Harry Campbell, an ally of gangster Alvin Karpis, had been living a quiet life in Toledo in early 1936.
He had settled with his wife into an apartment in the 2100 block of Monroe Street, probably living off the proceeds of a train robbery in Garrettsville, Ohio the previous November, which netted Karpis, Campbell and other members of the gang $34,000 in cash and $12,450 in securities.
Campbell was wanted for the kidnapping of Edward George Bremer Jr. in St. Paul in 1934, which was worth $200,000 in ransom money. The FBI had spent much time in the mid-1930s rounding up that peculiar variety of 1930s outlaws, who drove fast cars, traveled with women, and committed sensational crimes.

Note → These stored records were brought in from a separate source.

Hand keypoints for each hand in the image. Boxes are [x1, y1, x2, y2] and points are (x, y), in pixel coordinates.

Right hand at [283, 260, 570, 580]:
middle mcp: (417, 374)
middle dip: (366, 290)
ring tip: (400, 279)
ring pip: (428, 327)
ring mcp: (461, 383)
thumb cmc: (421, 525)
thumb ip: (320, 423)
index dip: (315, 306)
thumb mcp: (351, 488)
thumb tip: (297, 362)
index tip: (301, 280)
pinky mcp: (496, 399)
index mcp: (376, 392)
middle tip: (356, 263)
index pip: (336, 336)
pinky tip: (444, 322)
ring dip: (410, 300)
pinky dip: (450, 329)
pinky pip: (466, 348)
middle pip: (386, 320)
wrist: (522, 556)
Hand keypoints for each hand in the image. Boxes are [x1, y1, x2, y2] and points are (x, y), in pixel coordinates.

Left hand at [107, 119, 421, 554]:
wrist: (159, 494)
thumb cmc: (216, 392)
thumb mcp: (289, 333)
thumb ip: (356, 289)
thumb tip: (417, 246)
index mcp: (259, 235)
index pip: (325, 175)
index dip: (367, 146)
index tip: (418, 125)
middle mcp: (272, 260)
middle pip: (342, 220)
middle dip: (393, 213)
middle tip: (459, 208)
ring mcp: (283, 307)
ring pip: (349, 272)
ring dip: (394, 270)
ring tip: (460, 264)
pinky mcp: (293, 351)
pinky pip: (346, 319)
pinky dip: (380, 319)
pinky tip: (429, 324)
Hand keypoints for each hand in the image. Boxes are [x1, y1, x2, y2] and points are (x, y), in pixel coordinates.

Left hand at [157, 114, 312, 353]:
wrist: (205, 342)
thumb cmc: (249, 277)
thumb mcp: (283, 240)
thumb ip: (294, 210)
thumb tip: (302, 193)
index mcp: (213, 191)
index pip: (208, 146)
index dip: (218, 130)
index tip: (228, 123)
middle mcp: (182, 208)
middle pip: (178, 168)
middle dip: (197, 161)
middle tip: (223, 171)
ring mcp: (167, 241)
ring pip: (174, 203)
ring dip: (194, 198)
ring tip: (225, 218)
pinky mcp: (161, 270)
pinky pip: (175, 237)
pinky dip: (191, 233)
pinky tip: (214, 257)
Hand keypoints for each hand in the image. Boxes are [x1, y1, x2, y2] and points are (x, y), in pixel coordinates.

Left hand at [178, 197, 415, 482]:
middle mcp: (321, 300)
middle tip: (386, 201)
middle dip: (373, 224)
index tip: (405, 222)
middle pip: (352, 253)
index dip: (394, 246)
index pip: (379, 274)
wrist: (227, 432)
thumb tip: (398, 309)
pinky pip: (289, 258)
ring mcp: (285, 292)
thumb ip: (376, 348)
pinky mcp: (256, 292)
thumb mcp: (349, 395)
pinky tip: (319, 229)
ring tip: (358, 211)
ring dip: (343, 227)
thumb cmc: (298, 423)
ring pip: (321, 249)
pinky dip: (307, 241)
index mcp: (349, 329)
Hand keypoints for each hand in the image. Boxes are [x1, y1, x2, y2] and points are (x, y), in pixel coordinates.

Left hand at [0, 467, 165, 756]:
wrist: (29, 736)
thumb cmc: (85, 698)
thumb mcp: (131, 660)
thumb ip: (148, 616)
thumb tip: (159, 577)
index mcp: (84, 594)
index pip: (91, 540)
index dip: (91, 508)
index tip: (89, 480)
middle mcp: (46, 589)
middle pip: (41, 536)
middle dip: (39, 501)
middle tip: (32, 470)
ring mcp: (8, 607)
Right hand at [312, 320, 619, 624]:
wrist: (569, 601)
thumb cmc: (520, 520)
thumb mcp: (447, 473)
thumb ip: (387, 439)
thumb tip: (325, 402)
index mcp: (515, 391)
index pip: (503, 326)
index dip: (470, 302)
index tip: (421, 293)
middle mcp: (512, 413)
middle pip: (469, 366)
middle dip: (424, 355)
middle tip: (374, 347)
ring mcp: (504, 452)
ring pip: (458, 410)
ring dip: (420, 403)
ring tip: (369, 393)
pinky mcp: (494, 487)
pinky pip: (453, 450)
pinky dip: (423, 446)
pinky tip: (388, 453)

On May 7, 1936, a plane with FBI director J. Edgar Hoover and other G-men landed in Toledo at 2 a.m. By 5 a.m., armed with sawed-off shotguns, Hoover and his agents had surrounded the apartment building. They took Campbell into custody with little incident.
The FBI’s visit to Toledo came six days after the May 1, 1936 arrest of Karpis in New Orleans. It was likely Karpis revealed Campbell’s hideout.
Neighbors “had not an inkling that there was anything wrong with the couple in Apartment No. 1,” the News-Bee said.
A friend of Campbell’s wife told her story to the News-Bee. She knew them as Bob and Gertrude Miller, called Campbell as a perfect gentleman, and described the couple as “seemingly such a loving pair that nobody ever had a suspicion that ‘Bob Miller,’ as I knew him, was a notorious gangster.”
Campbell/Miller had been keeping interesting company. In the aftermath, as the News-Bee’s next-day coverage detailed, it became known that Lucas County Sheriff James O’Reilly had been one of “Miller’s” friends for at least five months, and drank with him, but had no idea who he was.
“I can take it,” O’Reilly said of the accusations, while basically confirming them at the same time.
Toledo Police apparently had no inkling of Campbell’s presence in the city either. They did not participate in the raid.
Toledo Police Chief Ray Allen launched an investigation into the matter. A protest about being ignored by the FBI was met with a sharp reply from Hoover: “My statement of the refusal of G-men to co-operate with corrupt police forces was broader than your chief stated in his protest.”
“I am not prepared to say whether the police should or should not have known of Campbell’s presence in Toledo,” City Manager John Edy said. “That Campbell was captured here without the police knowing of his presence is not necessarily a reflection on the Police Department.”
The next day, an interview with Campbell’s wife appeared in the News-Bee.
“I knew nothing about my husband’s past,” she said. “He never mentioned his past. I never knew the names of any of his former associates. I never heard him mention Karpis.”
Asked if she knew Sheriff James O’Reilly, she said:
“I know of him. I have met him.” She paused. “My name is not connected with him,” she continued, then flitted to a new avowal of loyalty to Campbell.
Both the News-Bee and “their opposition” (The Blade, we’re guessing) called for O’Reilly to resign. “The sheriff’s remarkable failure even to suspect Harry Campbell over the period of some months that the two knew each other does seem to set some kind of new record for official stupidity,” an editorial said.
Did O’Reilly resign? No. The first Lucas County Sheriff elected to a four-year term, he served out his term but was defeated for reelection in 1940, and ran again (and lost) in 1944. He died in 1955. So yes – he could take it.
A few days later, the News-Bee also revealed that rank-and-file Toledo Police officers never saw the circular for Campbell.
Campbell, meanwhile, was flown to St. Paul (via Cleveland) to be tried for the Bremer kidnapping. Five days after his capture, he pleaded guilty and received a life sentence.